On that visit, President Kennedy spoke to more than 5,000 people gathered in the Memorial Amphitheater. His address began, “We meet in quiet commemoration of a historic day of peace. In an age that threatens the survival of freedom, we join together to honor those who made our freedom possible. . . . It is a tragic fact, that war still more destructive and still sanguinary followed [World War II]; that man’s capacity to devise new ways of killing his fellow men have far outstripped his capacity to live in peace with his fellow man.”

Eleven days prior to President Kennedy’s assassination, he returned to Arlington for the 1963 Armistice Day services. On November 22, 1963, while on a campaign trip to Dallas, he was shot and killed.

I learned that there are only two U.S. presidents buried at Arlington National Cemetery. The other is President William Howard Taft, who died in 1930.

Celebrating Memorial Day

Memorial Day will be observed on May 25 this year. Strictly speaking, Memorial Day is set aside as a day to remember those who died while serving in our country’s armed forces. However, I think we can extend this observance to remembering all of our country’s veterans.

I remember that Memorial Day used to be called Decoration Day, because flowers were laid on the graves of deceased soldiers.

Memorial Day shouldn’t be considered as just a day off work. We should do something on that day to remember those who have died, especially those who have served our country in the armed forces.

I usually attend Mass on Memorial Day at Resurrection Cemetery in Madison. There are also special Masses at cemeteries in Beloit and Janesville. The Memorial Day section in this week’s Catholic Herald has information on those Masses. Some of our parishes may also have Masses on Memorial Day. Please consider attending Mass on this day.

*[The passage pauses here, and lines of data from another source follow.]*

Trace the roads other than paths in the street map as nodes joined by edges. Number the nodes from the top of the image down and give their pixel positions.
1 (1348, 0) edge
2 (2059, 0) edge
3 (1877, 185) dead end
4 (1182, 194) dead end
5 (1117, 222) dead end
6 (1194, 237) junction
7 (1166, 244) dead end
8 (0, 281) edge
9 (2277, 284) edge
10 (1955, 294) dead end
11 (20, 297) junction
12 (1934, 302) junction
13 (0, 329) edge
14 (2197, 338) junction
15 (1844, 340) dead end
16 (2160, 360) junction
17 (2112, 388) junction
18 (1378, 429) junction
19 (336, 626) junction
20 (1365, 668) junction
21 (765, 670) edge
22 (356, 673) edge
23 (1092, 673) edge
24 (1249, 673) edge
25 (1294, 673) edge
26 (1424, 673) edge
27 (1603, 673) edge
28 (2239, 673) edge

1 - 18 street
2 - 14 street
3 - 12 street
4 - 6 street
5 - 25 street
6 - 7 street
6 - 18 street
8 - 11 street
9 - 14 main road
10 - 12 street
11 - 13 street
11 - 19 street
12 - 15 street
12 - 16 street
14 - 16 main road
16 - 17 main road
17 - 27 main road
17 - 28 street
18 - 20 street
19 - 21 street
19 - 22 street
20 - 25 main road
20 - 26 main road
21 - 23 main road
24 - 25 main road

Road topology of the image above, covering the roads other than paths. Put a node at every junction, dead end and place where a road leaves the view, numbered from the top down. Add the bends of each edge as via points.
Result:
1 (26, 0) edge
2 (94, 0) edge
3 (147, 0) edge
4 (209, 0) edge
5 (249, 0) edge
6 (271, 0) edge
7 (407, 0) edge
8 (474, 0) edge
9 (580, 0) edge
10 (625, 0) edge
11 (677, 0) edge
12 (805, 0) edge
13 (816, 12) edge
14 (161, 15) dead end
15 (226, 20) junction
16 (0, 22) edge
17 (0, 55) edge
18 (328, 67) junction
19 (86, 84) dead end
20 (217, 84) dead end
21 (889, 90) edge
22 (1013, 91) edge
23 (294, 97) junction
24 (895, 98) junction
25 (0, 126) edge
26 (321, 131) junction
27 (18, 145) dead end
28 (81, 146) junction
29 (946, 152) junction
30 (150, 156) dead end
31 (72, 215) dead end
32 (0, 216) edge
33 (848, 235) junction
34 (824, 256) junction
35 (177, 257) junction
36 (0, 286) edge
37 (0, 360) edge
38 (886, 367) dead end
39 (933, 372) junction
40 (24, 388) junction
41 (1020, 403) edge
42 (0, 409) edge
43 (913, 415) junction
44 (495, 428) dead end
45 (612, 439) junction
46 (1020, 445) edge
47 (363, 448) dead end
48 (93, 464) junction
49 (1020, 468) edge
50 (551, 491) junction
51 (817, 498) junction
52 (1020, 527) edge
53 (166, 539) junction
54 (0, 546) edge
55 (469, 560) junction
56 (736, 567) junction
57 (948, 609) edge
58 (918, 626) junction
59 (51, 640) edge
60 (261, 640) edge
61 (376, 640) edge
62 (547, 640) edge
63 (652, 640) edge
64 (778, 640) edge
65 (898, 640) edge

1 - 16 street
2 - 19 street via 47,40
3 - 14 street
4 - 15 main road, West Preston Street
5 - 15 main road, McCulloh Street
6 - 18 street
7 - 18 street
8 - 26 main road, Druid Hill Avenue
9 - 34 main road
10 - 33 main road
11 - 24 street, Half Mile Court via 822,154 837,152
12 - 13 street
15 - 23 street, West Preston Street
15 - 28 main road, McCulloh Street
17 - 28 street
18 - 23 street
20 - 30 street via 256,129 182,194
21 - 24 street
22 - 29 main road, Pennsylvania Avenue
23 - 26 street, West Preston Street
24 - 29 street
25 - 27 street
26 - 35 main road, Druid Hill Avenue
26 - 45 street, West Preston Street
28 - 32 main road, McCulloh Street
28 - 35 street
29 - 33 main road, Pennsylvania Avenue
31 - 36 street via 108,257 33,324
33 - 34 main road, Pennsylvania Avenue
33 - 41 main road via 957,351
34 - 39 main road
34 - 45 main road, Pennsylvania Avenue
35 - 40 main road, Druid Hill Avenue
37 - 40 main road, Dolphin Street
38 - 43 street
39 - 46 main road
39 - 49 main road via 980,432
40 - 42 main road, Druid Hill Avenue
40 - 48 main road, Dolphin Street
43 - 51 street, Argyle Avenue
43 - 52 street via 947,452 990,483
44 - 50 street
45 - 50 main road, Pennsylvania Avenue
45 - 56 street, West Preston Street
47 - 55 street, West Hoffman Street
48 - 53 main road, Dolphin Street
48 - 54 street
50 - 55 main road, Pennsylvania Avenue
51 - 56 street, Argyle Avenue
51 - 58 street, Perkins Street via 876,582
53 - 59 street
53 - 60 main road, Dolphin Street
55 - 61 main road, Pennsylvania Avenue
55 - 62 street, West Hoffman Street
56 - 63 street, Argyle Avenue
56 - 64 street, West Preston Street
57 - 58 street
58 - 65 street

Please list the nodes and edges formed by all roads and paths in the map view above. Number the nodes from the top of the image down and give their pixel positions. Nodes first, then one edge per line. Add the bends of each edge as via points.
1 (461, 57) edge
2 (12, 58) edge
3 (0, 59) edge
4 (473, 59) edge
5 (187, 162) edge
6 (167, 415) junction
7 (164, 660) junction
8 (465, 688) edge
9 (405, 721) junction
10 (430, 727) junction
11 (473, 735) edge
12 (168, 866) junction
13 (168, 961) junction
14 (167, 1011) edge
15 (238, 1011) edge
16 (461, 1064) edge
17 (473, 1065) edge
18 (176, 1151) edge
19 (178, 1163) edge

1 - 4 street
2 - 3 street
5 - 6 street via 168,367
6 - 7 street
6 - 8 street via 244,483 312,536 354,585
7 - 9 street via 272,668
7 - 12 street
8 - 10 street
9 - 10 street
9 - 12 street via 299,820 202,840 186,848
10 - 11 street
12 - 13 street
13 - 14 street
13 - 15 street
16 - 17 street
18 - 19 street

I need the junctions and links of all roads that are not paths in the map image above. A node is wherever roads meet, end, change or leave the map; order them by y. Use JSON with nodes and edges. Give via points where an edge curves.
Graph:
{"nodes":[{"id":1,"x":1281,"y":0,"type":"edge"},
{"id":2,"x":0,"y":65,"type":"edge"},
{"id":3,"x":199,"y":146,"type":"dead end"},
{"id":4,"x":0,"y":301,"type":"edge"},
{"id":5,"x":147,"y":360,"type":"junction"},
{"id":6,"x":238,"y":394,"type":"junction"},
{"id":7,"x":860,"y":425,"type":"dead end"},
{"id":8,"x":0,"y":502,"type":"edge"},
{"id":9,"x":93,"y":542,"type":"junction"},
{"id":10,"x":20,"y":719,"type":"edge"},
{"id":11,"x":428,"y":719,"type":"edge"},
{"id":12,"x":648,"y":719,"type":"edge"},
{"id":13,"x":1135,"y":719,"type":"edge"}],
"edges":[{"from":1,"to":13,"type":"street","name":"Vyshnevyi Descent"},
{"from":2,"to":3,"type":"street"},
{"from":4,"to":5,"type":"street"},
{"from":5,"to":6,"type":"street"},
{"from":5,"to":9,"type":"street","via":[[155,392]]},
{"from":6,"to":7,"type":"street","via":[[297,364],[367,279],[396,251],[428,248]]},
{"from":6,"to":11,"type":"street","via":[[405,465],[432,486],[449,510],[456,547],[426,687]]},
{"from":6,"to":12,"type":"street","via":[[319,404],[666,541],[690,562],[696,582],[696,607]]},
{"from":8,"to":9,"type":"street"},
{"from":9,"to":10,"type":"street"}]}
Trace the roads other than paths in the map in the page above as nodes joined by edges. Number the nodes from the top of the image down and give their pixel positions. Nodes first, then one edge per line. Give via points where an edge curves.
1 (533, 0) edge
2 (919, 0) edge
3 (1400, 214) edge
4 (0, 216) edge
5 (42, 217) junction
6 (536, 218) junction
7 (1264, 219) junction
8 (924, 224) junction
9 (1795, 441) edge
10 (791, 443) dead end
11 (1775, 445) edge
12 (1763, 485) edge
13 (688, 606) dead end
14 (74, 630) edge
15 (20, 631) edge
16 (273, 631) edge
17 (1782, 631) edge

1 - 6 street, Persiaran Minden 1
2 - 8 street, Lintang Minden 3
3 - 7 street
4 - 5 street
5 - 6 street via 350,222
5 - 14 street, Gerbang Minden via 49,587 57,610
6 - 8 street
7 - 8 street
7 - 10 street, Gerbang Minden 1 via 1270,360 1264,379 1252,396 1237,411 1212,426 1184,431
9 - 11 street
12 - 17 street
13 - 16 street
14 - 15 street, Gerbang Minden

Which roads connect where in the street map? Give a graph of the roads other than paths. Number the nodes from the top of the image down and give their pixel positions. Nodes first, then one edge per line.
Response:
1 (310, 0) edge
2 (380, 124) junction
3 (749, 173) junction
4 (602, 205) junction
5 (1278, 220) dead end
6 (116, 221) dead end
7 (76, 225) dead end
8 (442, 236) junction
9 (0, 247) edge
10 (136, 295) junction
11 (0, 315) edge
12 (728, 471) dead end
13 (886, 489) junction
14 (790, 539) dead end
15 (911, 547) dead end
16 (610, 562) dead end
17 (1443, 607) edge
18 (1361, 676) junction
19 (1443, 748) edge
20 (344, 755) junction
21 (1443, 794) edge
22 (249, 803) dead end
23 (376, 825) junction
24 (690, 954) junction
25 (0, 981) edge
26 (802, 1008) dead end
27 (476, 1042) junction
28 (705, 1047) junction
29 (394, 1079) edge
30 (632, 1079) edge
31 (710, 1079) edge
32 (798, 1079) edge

At the very least, please pray for all the deceased, especially our veterans. Here is one prayer that I found:

Prayer for Deceased Veterans

O God, by whose mercy the faithful departed find rest, look kindly on your departed veterans who gave their lives in the service of their country. Grant that through the passion, death, and resurrection of your Son they may share in the joy of your heavenly kingdom and rejoice in you with your saints forever. We ask this through Christ our Lord.